Was meine ich nun mit gelungener Komposition? Nun, die Mohnblüte sitzt klar im Zentrum, sie ist das Motiv des Bildes. An ihr gefällt mir die Symmetrie der Blütenblätter. Man könnte meinen zwei geöffnete Hände präsentieren die inneren Blütenblätter. Verteilt an der roten Blüte zeigen sich kleine frische Wassertropfen. Sie ist nicht zu groß abgebildet, so kommen noch andere Elemente zu Wort, und das macht aus meiner Sicht die gelungene Komposition aus. Da sind die gelben unscharfen Blüten (vermutlich Winterkresse) im Hintergrund, sie geben dem Mohn einen linksseitigen Rahmen, man könnte meinen die Blüte könnte sich auch darauf abstützen. Oben und unten bilden Gräser den Rahmen. Diese liegen mit ihren Samenkapseln zufällig genau in der gleichen Schärfeebene wie die Mohnblüte. Das hatte ich meines Wissens bei der Komposition so gar nicht gesehen, jetzt erfreut es mich um so mehr. Farblich mag ich den Pastell- anmutenden eher kontrastarmen Charakter. Für mich ist das Bild unaufdringlich aber schön. Als Fine-Art- Druck hängt das Bild bei mir vor einem Blau-Lila Hintergrund, würde aber auch sehr gut vor einer weißen oder creme- farbigen Wand funktionieren.

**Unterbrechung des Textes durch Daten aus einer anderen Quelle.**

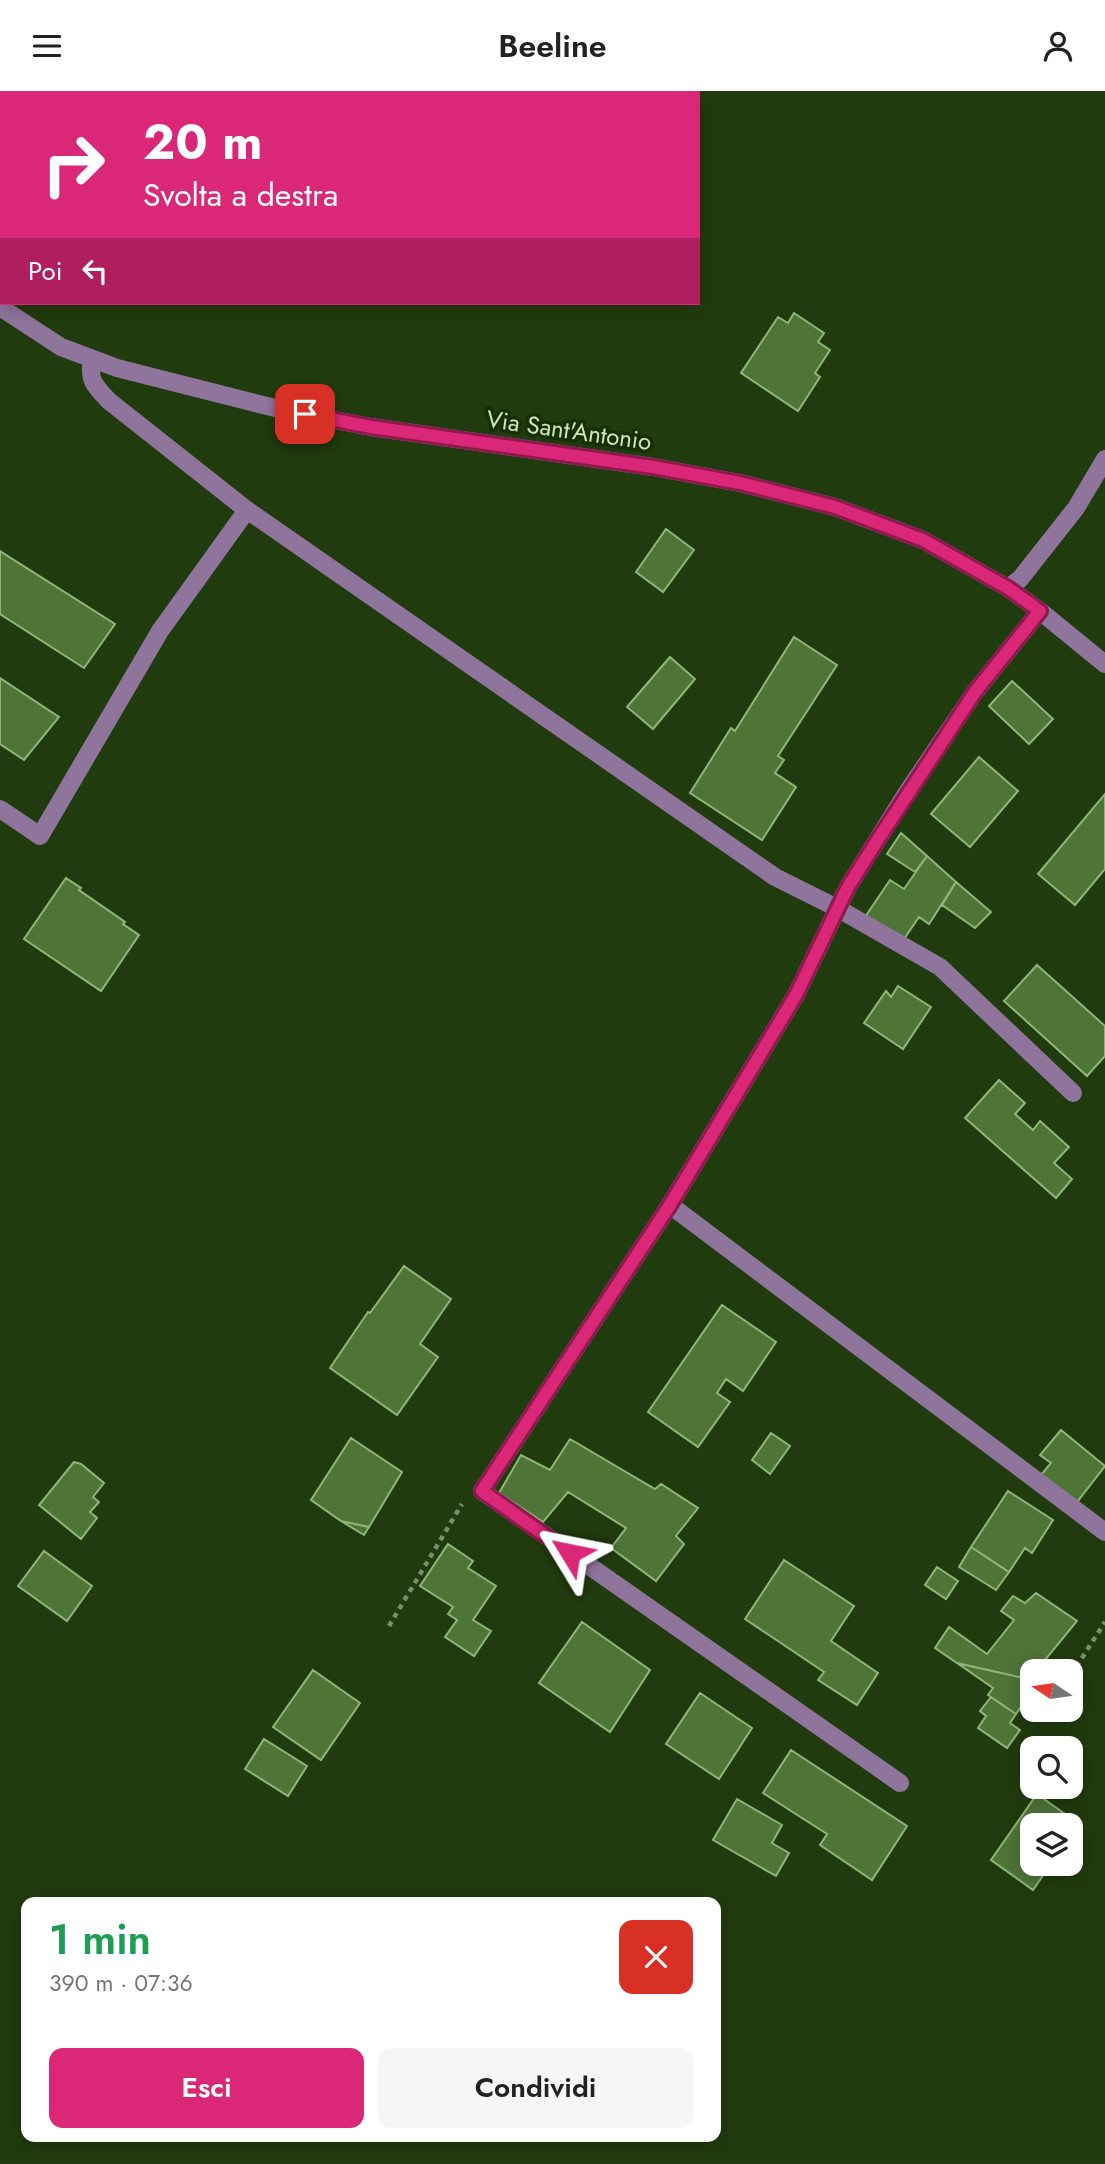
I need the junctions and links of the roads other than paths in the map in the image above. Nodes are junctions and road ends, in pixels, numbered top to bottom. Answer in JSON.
{"nodes":[{"id":1,"x":0,"y":307,"type":"edge"},
{"id":2,"x":92,"y":359,"type":"junction"},
{"id":3,"x":1105,"y":459,"type":"edge"},
{"id":4,"x":247,"y":510,"type":"junction"},
{"id":5,"x":1008,"y":588,"type":"junction"},
{"id":6,"x":1040,"y":611,"type":"junction"},
{"id":7,"x":1105,"y":664,"type":"edge"},
{"id":8,"x":0,"y":809,"type":"edge"},
{"id":9,"x":837,"y":908,"type":"junction"},
{"id":10,"x":1073,"y":1093,"type":"dead end"},
{"id":11,"x":670,"y":1205,"type":"junction"},
{"id":12,"x":1105,"y":1532,"type":"edge"},
{"id":13,"x":900,"y":1783,"type":"dead end"}],
"edges":[{"from":1,"to":2,"type":"street","name":"Via Sant'Antonio"},
{"from":2,"to":4,"type":"street"},
{"from":2,"to":5,"type":"street","name":"Via Sant'Antonio"},
{"from":3,"to":5,"type":"street"},
{"from":4,"to":8,"type":"street"},
{"from":4,"to":9,"type":"street"},
{"from":5,"to":6,"type":"street","name":"Via Sant'Antonio"},
{"from":6,"to":7,"type":"street","name":"Via Sant'Antonio"},
{"from":6,"to":9,"type":"street"},
{"from":9,"to":10,"type":"street"},
{"from":9,"to":11,"type":"street"},
{"from":11,"to":12,"type":"street"},
{"from":11,"to":13,"type":"street"}]}
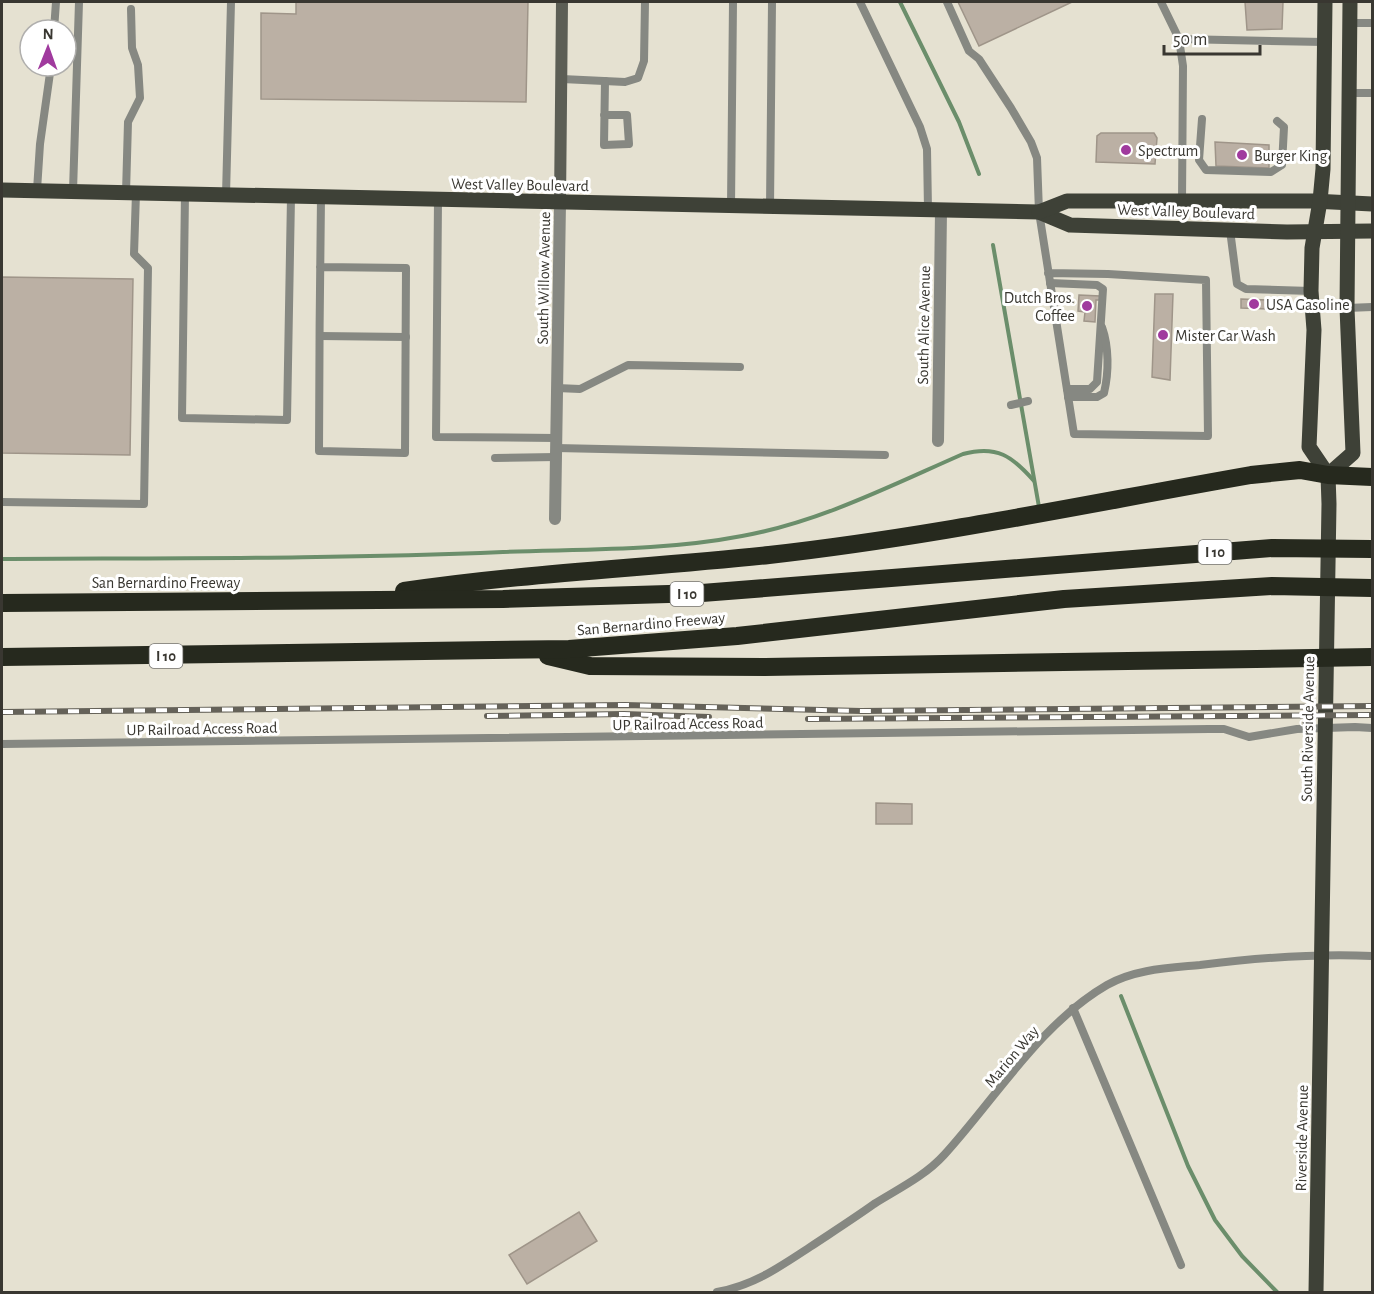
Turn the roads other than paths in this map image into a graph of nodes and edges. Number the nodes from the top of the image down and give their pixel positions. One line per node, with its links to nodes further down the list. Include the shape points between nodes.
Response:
1 (56, 2): 14 (lane)
2 (79, 2): 29 (lane)
3 (231, 2): 32 (lane)
4 (562, 2): 20 (street, South Willow Avenue)
5 (645, 2): 21 (lane, via 644,61 638,78)
6 (733, 2): 40 (lane)
7 (772, 2): 41 (lane)
8 (860, 2): 42 (lane, via 920,127 927,148)
9 (947, 2): 43 (lane, via 969,51 979,59 1031,142 1037,158)
10 (1161, 2): 17 (lane)
11 (1325, 2): 18 (main road)
12 (1350, 2): 15 (main road)
13 (131, 9): 30 (lane, via 140,98 128,122)
14 (55, 18)
15 (1350, 23): 16 (lane); 22 (main road)
16 (1372, 23)
17 (1179, 39): 18 (lane); 36 (lane, via 1183,66)
18 (1324, 42): 37 (main road)
19 (49, 78): 28 (lane)
20 (562, 79): 21 (lane); 38 (street, South Willow Avenue)
21 (605, 81): 24 (lane)
22 (1349, 93): 23 (lane); 37 (main road)
23 (1372, 93)
24 (604, 115): 24 (lane, via 604,145 629,144 627,115)
25 (1202, 119): 26 (lane, via 1199,160 1206,170 1229,172 1271,172 1282,165 1284,127)
26 (1277, 121)
27 (2, 190): 28 (main road, West Valley Boulevard)
28 (37, 190): 29 (main road, West Valley Boulevard)
29 (73, 191): 30 (main road, West Valley Boulevard)
30 (131, 193): 31 (main road, West Valley Boulevard); 68 (lane, via 134,254 148,268 144,504)
31 (185, 194): 32 (main road, West Valley Boulevard); 33 (lane, via 182,418 194,419 287,420)
32 (225, 195): 33 (main road, West Valley Boulevard)
33 (291, 197): 34 (main road, West Valley Boulevard)
34 (321, 197): 35 (main road, West Valley Boulevard); 48 (lane)
35 (438, 200): 38 (main road, West Valley Boulevard); 63 (lane, via 436,436)
36 (1182, 201): 37 (main road, West Valley Boulevard); 43 (main road, West Valley Boulevard, via 1067,201)
37 (1334, 202): 39 (main road, West Valley Boulevard); 46 (main road); 47 (main road)
38 (560, 203): 40 (main road, West Valley Boulevard); 58 (street, South Willow Avenue)
39 (1372, 204)
40 (731, 206): 41 (main road, West Valley Boulevard)
41 (771, 207): 42 (main road, West Valley Boulevard)
42 (935, 210): 43 (main road, West Valley Boulevard); 62 (street, South Alice Avenue)
43 (1039, 212): 44 (main road, West Valley Boulevard, via 1070,225); 49 (lane)
44 (1230, 230): 46 (main road, West Valley Boulevard); 51 (lane, via 1237,284 1246,289)
45 (1372, 231): 47 (main road, West Valley Boulevard)
46 (1315, 232): 47 (main road, West Valley Boulevard); 51 (main road)
47 (1341, 232): 53 (main road)
48 (320, 267): 55 (lane); 56 (lane, via 406,268)
49 (1048, 273): 50 (lane); 59 (lane, via 1206,280 1208,436 1074,434)
50 (1050, 283): 54 (lane, via 1097,285 1103,289); 59 (lane)
51 (1311, 291): 66 (main road, via 1314,330 1309,447)
52 (1372, 307): 53 (lane)
53 (1347, 308): 66 (main road, via 1353,453)
54 (1101, 327): 59 (lane, via 1097,382 1090,389); 59 (lane, via 1107,341 1104,393 1097,397)
55 (320, 336): 56 (lane); 56 (lane, via 319,451 405,453)
56 (406, 337)
57 (740, 367): 58 (lane, via 628,365 580,389)
58 (557, 388): 63 (street, South Willow Avenue)
59 (1068, 393)
60 (1028, 401): 61 (lane)
61 (1011, 405)
62 (938, 441)
63 (556, 448): 64 (lane); 65 (lane); 69 (street, South Willow Avenue)
64 (885, 455)
65 (495, 458)
66 (1328, 475): 67 (highway); 72 (highway, via 1299,470 1251,475 891,539 769,555 473,580); 76 (main road, South Riverside Avenue)
67 (1372, 477)
68 (2, 502)
69 (555, 519)
70 (1372, 549): 72 (highway, San Bernardino Freeway / I 10, via 1272,548 702,593)
71 (1372, 588): 74 (highway, San Bernardino Freeway / I 10, via 1272,586 1065,599 737,636)
72 (337, 601): 73 (highway, San Bernardino Freeway / I 10)
73 (2, 603)
74 (529, 651): 75 (highway, San Bernardino Freeway / I 10); 76 (highway, via 590,666 765,667)
75 (2, 657)
76 (1326, 657): 77 (highway); 81 (main road, South Riverside Avenue)
77 (1372, 657)
78 (1372, 728): 79 (lane, UP Railroad Access Road, via 1297,729 1249,737 1209,729)
79 (2, 744)
80 (1372, 956): 82 (lane, Marion Way, via 1256,958 1167,968 1108,984)
81 (1321, 983): 85 (main road, Riverside Avenue)
82 (1073, 1008): 83 (lane); 84 (lane, Marion Way, via 926,1173 763,1278)
83 (1181, 1265)
84 (717, 1293)
85 (1316, 1293)

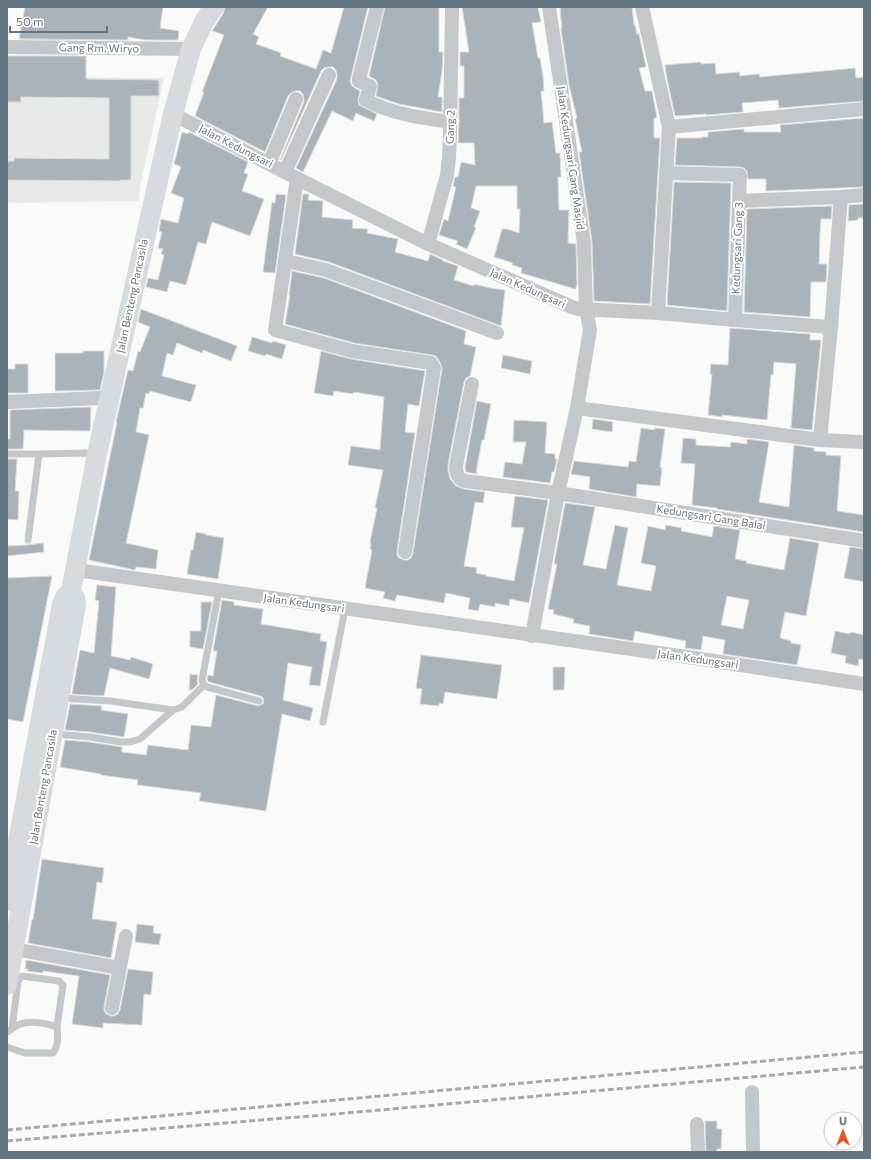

Als Kamera kam die Sigma SD9 zum Einsatz. Diese ist für mich ein gutes Stück digitale Kamerageschichte. Das besondere an der Kamera, die Bildgebung erfolgt über einen Foveon X3 Bildsensor. Das Internet ist zu diesem Thema sehr ergiebig und deshalb erspare ich uns hier kleinliche Technikdetails. Für mich ist wichtig, was ich mit der Kamera anstellen kann und was den Reiz beim Fotografieren ausmacht. Die SD9 gehört eigentlich schon ins Museum der Digitalen Kameras. Auf den Markt kam sie 2002, also vor über 20 Jahren. Sie ist groß und schwer und besteht zumindest außen nahezu komplett aus Plastik, was nicht an jeder Stelle hochwertig wirkt. Die SD9 scheint eine Analoge Kamera der 90er Jahre zu sein, der man nachträglich eine digitale Sensoreinheit verpasst hat. Irgendwie so ähnlich wird die Entwicklung dieser Kamera wohl auch gelaufen sein. Das kann man deutlich sehen, stellt man einfach mal eine Sigma SA-7 daneben.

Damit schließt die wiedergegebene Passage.